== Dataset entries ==

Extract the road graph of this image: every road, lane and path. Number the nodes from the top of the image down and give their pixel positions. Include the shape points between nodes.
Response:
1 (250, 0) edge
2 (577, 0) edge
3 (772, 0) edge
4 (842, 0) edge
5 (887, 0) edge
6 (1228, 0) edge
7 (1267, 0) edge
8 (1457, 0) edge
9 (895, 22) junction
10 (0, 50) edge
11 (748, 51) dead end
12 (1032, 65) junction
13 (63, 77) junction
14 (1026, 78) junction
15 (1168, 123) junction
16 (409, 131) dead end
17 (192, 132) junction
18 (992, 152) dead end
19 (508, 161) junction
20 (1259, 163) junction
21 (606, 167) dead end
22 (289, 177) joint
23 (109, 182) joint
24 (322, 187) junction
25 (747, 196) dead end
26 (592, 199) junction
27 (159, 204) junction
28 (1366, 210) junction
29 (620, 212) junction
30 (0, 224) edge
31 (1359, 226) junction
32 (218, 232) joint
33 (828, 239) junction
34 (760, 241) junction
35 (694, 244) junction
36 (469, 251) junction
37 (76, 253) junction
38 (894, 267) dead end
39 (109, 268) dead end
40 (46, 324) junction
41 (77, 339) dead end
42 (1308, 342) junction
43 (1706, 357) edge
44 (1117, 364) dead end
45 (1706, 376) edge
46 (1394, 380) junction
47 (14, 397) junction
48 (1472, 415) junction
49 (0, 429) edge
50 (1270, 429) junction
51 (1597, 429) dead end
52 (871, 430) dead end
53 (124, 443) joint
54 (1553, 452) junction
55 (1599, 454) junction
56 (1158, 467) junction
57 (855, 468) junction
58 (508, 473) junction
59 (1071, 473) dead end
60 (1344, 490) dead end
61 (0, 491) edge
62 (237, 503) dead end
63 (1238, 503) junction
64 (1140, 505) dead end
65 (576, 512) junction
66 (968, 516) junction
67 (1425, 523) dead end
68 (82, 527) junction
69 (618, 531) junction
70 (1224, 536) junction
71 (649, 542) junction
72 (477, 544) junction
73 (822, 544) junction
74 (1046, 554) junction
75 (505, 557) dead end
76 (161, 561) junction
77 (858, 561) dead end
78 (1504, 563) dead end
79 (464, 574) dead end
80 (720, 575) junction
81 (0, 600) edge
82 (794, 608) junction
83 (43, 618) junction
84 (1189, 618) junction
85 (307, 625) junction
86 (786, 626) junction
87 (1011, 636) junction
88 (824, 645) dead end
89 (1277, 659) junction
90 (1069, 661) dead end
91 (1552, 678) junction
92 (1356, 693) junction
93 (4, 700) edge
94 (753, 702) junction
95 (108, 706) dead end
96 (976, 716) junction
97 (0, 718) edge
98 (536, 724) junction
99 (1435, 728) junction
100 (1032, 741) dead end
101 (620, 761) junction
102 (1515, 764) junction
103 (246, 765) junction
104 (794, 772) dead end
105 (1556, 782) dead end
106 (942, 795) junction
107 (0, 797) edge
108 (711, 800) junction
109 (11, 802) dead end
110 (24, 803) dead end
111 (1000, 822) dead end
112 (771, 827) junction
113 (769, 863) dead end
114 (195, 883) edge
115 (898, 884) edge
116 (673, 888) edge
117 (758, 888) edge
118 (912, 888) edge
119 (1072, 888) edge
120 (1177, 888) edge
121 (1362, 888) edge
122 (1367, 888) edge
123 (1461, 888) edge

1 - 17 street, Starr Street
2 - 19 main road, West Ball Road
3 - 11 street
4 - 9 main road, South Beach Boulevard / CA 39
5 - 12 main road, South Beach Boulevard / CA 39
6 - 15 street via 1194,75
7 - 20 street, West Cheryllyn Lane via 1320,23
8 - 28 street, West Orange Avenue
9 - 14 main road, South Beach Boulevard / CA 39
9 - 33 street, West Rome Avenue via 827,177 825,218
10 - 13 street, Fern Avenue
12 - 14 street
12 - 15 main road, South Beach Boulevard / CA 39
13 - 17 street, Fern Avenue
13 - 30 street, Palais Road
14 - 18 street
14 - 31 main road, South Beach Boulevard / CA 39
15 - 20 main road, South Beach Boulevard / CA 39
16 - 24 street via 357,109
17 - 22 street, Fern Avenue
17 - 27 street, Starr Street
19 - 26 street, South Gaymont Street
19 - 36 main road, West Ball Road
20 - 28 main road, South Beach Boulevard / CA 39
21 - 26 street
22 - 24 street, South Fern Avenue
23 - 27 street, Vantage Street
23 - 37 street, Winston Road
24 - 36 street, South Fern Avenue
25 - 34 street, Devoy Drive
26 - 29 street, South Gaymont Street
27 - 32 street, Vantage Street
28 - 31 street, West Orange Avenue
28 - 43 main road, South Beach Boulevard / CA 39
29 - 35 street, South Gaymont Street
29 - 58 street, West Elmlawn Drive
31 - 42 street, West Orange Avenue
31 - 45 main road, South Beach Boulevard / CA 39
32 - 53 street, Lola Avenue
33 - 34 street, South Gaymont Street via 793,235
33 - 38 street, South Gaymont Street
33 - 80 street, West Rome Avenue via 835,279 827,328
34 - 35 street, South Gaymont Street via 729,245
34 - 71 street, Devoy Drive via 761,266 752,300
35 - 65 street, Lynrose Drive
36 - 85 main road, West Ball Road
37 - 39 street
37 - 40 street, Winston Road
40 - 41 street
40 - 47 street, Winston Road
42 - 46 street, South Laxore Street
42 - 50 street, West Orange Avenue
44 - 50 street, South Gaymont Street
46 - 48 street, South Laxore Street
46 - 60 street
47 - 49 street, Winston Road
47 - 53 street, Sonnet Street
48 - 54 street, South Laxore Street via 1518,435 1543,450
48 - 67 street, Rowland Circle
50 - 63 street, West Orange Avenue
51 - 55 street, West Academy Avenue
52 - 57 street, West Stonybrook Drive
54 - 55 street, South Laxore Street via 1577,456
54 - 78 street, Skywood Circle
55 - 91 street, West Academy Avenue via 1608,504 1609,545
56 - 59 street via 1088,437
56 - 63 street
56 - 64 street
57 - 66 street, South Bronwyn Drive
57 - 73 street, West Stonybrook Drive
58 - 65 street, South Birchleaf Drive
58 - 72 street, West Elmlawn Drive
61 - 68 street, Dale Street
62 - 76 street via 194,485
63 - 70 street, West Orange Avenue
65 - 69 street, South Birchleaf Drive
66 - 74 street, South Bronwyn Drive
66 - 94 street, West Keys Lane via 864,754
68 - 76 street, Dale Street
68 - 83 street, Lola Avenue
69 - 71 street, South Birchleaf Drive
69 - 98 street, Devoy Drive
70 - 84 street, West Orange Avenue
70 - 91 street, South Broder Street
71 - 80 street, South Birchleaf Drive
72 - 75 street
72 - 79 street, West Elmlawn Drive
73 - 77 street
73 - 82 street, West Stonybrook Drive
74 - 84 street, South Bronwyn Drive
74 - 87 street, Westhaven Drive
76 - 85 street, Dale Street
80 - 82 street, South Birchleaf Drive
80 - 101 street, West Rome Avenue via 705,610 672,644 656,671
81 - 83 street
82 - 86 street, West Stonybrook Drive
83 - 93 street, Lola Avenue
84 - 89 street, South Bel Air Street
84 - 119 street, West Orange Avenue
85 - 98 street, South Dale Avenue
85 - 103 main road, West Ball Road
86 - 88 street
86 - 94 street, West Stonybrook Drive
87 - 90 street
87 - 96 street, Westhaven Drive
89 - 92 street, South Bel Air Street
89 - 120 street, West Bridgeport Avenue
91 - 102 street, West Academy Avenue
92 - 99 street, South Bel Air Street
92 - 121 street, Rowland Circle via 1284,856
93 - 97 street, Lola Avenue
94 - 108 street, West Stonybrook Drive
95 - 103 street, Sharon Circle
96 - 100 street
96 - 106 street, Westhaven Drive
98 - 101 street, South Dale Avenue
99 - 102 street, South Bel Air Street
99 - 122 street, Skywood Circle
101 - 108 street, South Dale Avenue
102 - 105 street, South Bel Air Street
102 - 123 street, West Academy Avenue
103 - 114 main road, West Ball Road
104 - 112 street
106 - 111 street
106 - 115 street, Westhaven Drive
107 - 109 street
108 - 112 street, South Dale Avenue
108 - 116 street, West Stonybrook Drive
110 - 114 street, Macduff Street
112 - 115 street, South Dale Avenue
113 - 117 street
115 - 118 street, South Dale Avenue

== What to work on ==
Check each line above for the word "Ball", and copy the lines where it appears.

== Solution to this task ==
2 - 19 main road, West Ball Road
19 - 36 main road, West Ball Road
36 - 85 main road, West Ball Road
85 - 103 main road, West Ball Road
103 - 114 main road, West Ball Road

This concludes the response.